Problem to solve:
Copy each line of the following data that contains "list".

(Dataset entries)

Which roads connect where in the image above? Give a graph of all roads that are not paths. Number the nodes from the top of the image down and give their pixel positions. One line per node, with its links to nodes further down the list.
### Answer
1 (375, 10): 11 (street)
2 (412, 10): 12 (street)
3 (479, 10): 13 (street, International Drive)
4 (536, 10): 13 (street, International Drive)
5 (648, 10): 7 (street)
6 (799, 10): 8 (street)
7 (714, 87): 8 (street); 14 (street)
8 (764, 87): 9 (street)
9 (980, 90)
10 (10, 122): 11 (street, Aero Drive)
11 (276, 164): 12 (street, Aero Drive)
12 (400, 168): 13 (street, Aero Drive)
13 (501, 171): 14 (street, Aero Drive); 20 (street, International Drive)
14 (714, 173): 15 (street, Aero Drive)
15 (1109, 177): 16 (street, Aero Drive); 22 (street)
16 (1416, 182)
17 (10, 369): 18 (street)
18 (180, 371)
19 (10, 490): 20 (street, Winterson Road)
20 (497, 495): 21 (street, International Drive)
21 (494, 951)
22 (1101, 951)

...

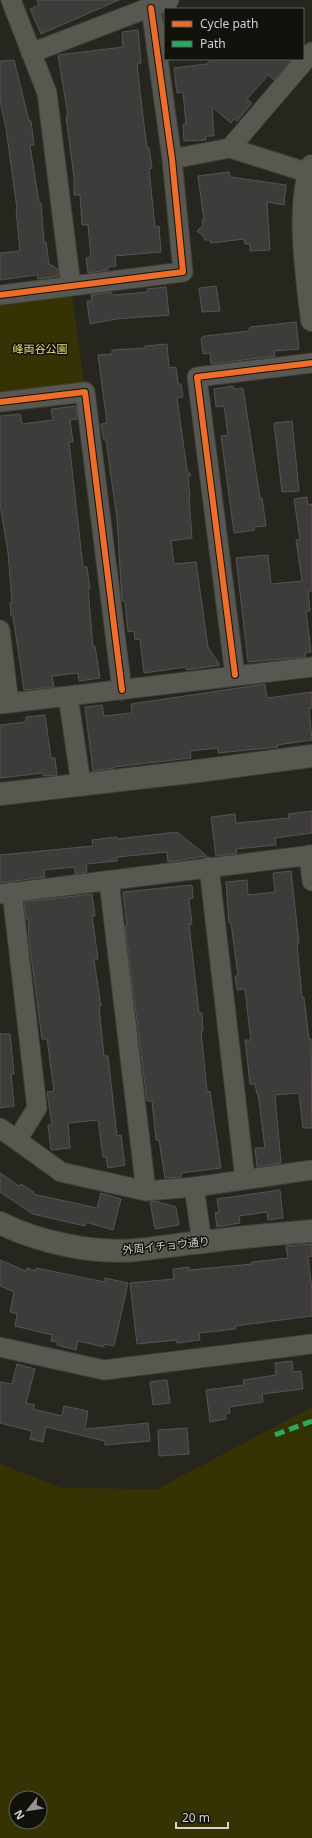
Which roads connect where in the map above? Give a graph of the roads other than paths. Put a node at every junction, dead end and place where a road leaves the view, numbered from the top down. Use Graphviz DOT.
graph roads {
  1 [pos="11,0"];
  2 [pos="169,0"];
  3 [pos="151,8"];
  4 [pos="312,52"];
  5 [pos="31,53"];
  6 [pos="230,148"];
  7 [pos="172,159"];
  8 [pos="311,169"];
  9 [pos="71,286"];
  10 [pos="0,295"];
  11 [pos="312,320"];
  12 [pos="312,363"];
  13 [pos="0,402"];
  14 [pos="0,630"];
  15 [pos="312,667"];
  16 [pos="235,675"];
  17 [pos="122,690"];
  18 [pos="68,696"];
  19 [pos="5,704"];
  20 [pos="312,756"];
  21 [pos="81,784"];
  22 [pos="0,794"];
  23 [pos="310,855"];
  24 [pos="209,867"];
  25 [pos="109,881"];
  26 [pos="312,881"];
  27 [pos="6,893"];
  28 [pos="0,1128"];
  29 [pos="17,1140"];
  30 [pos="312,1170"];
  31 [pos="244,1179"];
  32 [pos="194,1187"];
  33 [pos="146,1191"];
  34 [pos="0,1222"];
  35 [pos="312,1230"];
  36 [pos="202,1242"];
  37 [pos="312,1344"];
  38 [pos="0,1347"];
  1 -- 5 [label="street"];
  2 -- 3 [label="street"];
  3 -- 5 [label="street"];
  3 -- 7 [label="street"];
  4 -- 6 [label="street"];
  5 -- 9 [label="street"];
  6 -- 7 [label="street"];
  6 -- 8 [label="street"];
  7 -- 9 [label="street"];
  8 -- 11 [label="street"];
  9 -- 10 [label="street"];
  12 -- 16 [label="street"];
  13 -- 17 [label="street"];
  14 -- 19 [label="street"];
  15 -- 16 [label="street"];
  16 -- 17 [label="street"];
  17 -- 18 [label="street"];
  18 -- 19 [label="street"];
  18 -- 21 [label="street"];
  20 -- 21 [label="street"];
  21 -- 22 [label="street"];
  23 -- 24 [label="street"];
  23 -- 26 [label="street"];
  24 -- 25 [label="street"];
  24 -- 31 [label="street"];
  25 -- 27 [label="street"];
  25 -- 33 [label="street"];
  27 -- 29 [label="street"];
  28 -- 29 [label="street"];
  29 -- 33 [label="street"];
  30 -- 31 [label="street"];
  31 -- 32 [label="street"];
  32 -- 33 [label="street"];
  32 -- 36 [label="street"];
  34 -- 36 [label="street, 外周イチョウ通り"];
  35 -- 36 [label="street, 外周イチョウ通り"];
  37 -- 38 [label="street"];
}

* * *

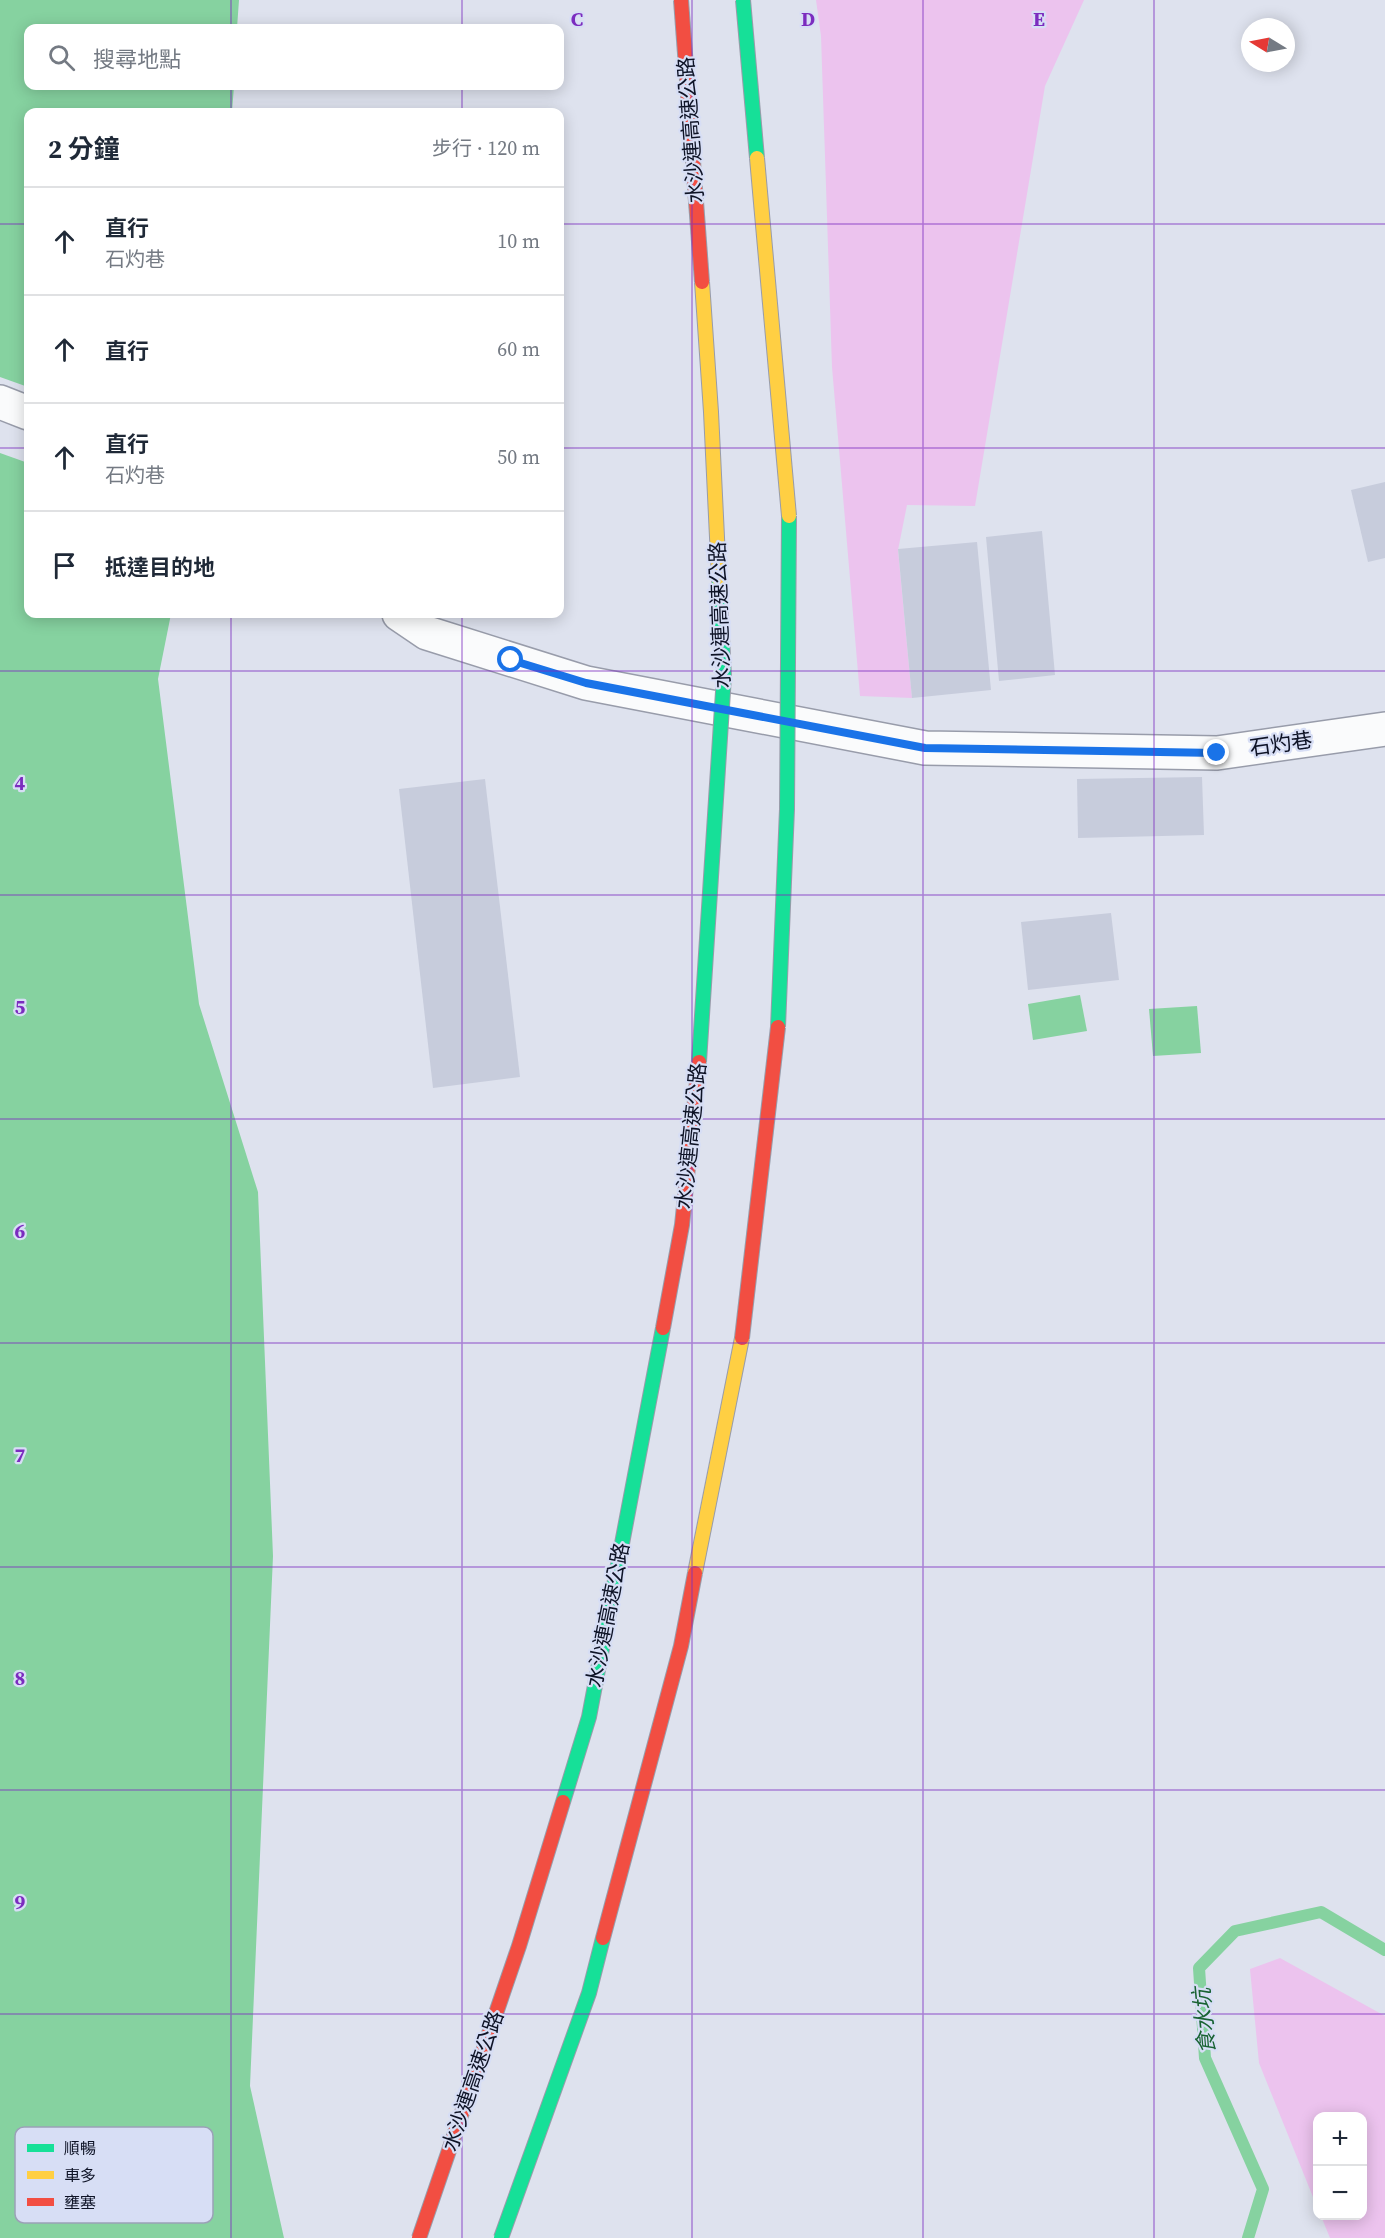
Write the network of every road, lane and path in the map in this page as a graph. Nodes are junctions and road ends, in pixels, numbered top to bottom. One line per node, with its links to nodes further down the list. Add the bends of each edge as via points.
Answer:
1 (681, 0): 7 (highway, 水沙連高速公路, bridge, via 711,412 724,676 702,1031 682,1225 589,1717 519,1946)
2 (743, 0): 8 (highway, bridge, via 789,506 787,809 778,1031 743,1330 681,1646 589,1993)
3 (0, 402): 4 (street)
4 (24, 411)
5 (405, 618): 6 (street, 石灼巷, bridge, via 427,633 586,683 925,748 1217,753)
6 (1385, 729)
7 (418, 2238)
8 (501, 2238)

Response:
Which roads connect where in the image above? Give a graph of all roads that are not paths. Number the nodes from the top of the image down and give their pixel positions. One line per node, with its links to nodes further down the list.
Write the network of every road, lane and path in the map in this page as a graph. Nodes are junctions and road ends, in pixels, numbered top to bottom. One line per node, with its links to nodes further down the list. Add the bends of each edge as via points.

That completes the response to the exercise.